1/ you guarantee they are doing more? yeah, more skulls, more iphone holders, more cat engravings…

2/ honda c90 is an excellent and vastly under estimated bike, I have never owned one, I own a litre bike, vee twin

3/ selling machine time by the hour to business customers, who would sell the product I make for them to *their* customers, and, assuming I buy *my* X, which is by no means certain, I have three business customers lined up, and no, none of it is acrylic or signs or model parts or trophys…

4/ no comparison with dealing with someone face to face, and offshoring prototyping or manufacturing, how the fuck you gonna get a 24 hour turnaround from china, or from a pukka shop running 250k kit in shifts?

5/ yeah, you supply the material and design files, that way you control quality and costs, and for the three mentioned above, they wouldn’t have it any other way, nor would they allow their proprietary designs (files) out of their sight…

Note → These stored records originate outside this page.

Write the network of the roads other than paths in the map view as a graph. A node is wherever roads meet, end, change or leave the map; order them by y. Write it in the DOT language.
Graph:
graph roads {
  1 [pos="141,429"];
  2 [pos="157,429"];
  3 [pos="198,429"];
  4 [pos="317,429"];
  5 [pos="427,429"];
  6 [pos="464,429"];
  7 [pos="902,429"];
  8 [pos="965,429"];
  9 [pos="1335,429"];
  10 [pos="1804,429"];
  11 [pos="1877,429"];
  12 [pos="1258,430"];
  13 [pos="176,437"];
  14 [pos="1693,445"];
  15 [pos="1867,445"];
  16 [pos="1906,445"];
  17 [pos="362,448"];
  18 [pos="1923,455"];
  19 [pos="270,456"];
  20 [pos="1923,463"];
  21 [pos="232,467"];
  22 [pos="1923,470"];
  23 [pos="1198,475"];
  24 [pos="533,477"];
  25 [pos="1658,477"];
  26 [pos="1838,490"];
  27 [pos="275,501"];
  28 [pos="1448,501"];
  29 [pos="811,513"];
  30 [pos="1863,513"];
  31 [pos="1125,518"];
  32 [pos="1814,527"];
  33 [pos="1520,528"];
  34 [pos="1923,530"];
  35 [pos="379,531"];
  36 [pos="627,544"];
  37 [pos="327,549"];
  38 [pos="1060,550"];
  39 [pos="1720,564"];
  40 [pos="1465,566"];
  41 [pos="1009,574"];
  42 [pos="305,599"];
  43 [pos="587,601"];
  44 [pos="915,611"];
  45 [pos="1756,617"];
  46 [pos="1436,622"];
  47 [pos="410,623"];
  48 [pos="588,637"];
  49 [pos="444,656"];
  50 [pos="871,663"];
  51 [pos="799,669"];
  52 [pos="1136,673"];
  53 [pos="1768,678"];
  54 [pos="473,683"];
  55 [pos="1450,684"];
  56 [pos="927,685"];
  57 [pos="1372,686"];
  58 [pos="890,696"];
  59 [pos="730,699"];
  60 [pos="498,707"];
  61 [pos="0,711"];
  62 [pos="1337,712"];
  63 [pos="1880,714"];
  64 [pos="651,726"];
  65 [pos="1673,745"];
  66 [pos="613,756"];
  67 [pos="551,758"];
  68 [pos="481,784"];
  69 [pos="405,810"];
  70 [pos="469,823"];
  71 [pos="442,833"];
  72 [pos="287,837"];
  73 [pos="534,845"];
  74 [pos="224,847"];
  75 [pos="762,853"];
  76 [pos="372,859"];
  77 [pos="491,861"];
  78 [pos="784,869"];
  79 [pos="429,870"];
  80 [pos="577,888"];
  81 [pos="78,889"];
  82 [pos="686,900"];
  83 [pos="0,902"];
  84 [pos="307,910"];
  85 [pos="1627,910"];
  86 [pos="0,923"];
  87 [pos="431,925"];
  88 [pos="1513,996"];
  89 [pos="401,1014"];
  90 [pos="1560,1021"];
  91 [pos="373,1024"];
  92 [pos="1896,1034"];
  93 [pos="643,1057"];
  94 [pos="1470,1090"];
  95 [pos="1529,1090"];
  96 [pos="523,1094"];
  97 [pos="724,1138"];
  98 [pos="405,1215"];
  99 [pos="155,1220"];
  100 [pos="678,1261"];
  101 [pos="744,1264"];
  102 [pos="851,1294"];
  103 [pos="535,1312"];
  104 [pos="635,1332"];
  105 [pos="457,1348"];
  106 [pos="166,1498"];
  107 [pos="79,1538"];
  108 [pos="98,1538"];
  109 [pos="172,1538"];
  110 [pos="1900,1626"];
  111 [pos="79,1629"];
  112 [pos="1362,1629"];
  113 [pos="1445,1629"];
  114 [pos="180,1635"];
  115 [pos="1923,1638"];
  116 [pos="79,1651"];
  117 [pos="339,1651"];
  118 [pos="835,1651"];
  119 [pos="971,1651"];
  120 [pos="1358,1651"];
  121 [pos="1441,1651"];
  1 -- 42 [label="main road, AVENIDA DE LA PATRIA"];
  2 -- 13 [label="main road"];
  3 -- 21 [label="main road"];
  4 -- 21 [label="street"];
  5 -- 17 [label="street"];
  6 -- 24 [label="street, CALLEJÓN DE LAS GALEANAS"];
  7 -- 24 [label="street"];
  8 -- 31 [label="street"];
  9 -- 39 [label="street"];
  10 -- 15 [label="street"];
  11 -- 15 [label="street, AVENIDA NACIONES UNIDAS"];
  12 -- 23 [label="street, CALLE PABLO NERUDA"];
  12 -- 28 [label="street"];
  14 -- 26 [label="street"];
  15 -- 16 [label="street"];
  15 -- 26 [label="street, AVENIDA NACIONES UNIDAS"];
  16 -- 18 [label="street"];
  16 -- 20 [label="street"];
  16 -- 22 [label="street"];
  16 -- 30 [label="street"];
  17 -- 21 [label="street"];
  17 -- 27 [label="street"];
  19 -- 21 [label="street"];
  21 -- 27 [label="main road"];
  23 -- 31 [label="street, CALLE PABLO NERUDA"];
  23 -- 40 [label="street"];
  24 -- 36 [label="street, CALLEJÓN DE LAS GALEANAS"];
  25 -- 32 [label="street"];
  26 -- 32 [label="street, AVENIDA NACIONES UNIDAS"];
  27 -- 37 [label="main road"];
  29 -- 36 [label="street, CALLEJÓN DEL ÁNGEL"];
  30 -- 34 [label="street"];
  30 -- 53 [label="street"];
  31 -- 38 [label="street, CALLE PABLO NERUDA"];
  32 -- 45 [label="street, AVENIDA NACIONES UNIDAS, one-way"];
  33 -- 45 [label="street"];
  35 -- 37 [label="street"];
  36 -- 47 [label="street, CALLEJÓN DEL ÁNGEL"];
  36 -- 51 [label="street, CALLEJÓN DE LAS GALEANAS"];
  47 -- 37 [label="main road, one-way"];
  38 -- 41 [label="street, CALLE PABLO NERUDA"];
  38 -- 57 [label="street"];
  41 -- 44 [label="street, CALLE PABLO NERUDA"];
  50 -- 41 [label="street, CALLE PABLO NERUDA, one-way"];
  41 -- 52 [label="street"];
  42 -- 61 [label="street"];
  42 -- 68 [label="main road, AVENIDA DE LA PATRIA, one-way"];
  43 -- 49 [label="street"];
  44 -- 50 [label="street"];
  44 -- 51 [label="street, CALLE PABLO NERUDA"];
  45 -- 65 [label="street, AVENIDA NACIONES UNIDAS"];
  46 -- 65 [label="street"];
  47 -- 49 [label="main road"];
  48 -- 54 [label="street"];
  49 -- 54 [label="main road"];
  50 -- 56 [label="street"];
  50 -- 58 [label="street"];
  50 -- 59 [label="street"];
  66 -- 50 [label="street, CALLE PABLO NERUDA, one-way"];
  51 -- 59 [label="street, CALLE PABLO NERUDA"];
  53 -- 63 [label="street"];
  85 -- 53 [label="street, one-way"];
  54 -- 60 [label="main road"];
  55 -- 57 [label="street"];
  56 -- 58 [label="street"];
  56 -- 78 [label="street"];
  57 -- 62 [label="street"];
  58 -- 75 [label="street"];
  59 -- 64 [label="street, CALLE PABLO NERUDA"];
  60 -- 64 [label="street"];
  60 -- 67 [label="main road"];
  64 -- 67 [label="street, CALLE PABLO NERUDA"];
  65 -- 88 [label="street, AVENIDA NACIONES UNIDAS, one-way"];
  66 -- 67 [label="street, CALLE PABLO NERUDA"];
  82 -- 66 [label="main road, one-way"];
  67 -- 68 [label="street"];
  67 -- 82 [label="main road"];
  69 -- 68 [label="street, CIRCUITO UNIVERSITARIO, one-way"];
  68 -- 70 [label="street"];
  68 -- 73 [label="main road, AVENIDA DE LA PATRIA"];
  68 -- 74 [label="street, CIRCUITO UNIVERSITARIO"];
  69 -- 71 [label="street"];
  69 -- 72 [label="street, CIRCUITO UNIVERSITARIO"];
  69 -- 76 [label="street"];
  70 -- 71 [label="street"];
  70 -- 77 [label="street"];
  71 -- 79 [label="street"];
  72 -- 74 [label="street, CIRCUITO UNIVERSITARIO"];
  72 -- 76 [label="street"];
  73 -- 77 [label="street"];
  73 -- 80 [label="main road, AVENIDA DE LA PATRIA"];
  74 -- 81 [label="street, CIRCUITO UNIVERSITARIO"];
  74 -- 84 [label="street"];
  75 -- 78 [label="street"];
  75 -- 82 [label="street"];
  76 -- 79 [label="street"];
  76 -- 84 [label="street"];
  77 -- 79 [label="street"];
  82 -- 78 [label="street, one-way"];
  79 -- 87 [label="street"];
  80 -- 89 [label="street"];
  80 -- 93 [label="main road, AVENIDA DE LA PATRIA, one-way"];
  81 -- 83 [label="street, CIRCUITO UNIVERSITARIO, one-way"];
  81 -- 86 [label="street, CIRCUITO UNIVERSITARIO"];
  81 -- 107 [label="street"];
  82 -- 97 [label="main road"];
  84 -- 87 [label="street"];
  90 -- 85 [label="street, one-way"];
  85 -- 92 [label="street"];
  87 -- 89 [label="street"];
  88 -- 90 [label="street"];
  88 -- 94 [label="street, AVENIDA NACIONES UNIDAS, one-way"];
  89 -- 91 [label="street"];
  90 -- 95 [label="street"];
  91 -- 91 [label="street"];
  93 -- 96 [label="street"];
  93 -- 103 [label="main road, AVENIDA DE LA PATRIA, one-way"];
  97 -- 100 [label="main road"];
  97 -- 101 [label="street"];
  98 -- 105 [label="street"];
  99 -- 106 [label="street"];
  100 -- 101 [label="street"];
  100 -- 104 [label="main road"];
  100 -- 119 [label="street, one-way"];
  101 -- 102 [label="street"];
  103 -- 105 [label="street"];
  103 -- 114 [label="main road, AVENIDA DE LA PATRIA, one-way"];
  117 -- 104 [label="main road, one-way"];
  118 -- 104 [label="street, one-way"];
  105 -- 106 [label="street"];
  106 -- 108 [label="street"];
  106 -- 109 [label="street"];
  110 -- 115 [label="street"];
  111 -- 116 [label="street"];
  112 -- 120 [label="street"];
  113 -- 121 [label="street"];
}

6/ you’ll drive to my shop because you control the quality of material, you control the proprietary files, you control the production schedule, as I said, 24 hour turn-around, for the three potential customers mentioned above, they are trying to hand me money, because NONE of those things are available elsewhere, much less all of them.

Did you miss everything I said about X not being it, or “you + X” being it, *if* you can differentiate yourself from 99.9% of the other assholes out there.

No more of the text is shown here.